Here’s an example of the versatility of Go’s compiler. Even the simplest snippet of code – easily typed in the haste of the moment – can be flagged as an error:

package main

import "fmt"

func main() {

	i := 0
	for n := 0; n < 20; n++ {
    		i := n * n
    		fmt.Println(i)
  	}
}

[ Note: the examples in the post were all run using go1.3 on the linux/amd64 platform ]

This code won’t compile. Do you see why? The compiler complains as follows:

line 7: i declared and not used

Ah, right. Variable “i” was declared at the outermost scope of the function. Then it was (inadvertently) shadowed inside the for-loop by a new inner variable – also called “i”. This is so easy to do, and yet so easy to miss.

That the compiler actually flags this as a Build Error is simply AWESOME. This one single compiler rule catches SO many bugs … before they even have a chance to occur at runtime. Beautiful stuff. See for yourself by running this code on the Go Playground.

When gotchas like this find their way into your code-base, they’re almost certain to cause a bug further down the line. These bugs are hidden and are nearly impossible to track down without very careful debugging.

“But … how can a bug like this find its way into your code if, it causes a compiler error??!” I hear you say!

Excellent question. The problem is that the Go compiler – wonderful as it is – can’t catch all instances of such typos. So, how might such an insidious bug remain undetected by the Go compiler … and therefore manifest in some real-world code? Let’s explore a more authentic example – one which actually found its way into my live Go stream processing service.

An Invisible Shadow

Suppose I want to use Go’s excellent net package to net.Dial(…) out a connection to a remote server. The address I’m given might be a standard http:// url, or it might be a secure https:// url. In the case of a secure url, I need to use tls.Dial(…) instead of net.Dial(…). (Note that tls.Dial(…) is located in the crypto/tls package.)
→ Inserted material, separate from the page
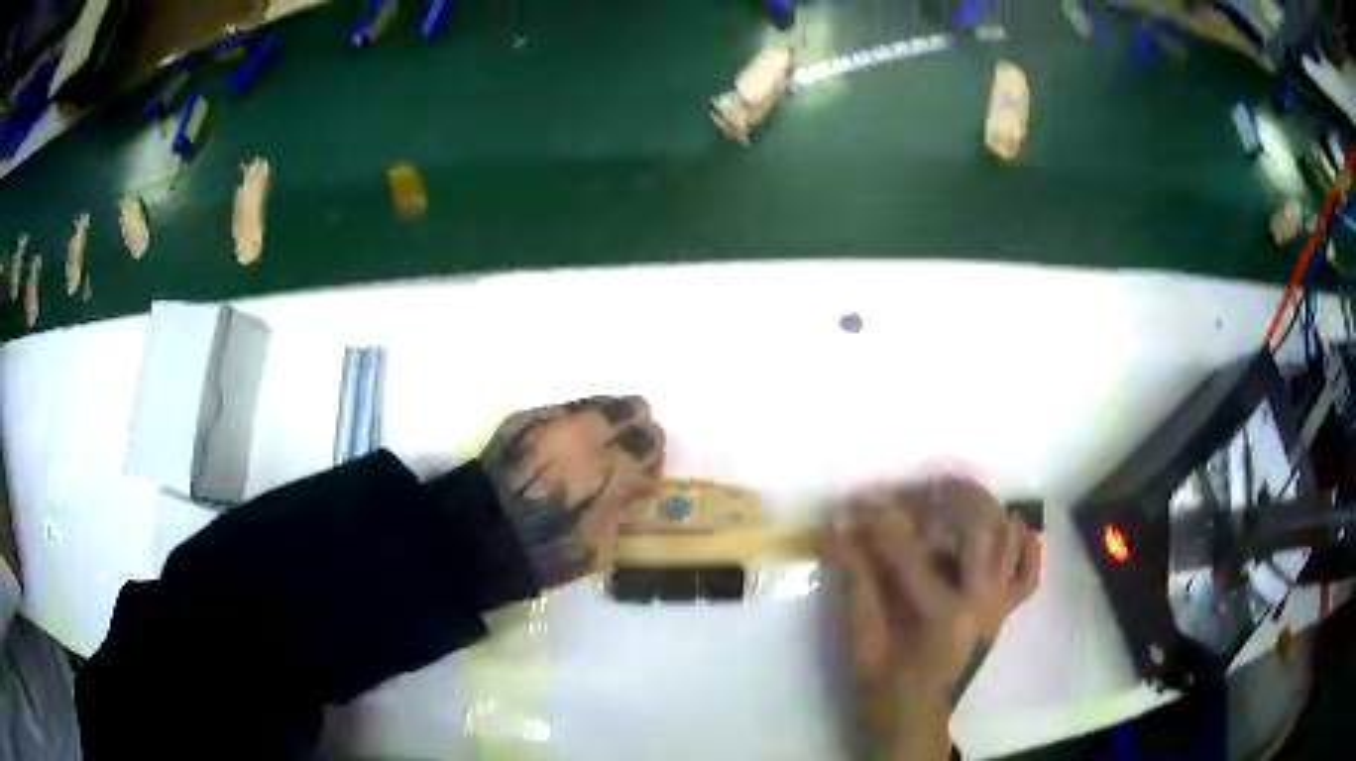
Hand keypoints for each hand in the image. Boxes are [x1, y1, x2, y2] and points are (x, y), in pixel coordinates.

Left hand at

How might this look in in real life?

package main

import "fmt"
import "crypto/tls"
import "net"
import "time"

func main() {
	server := "www.google.com"
	err := DoDial(server, true/*=isSecure*/)
	if err != nil {
		fmt.Println(err.Error())
	} else {
		fmt.Printf("Connection to %s opened successfully.\n", server)
	}
}

func DoDial(server string, isSecure bool) error {

	var conn net.Conn
	var err error

	if isSecure {
		conn, err = tls.Dial("tcp", server + ":443", &tls.Config{})
	} else {
		conn, err = net.Dial("tcp", server)
	}

	if err != nil {
		return err
	}

	timeoutNs := 30 * 1e9
	conn.SetReadDeadline(time.Now().Add(time.Duration(timeoutNs)))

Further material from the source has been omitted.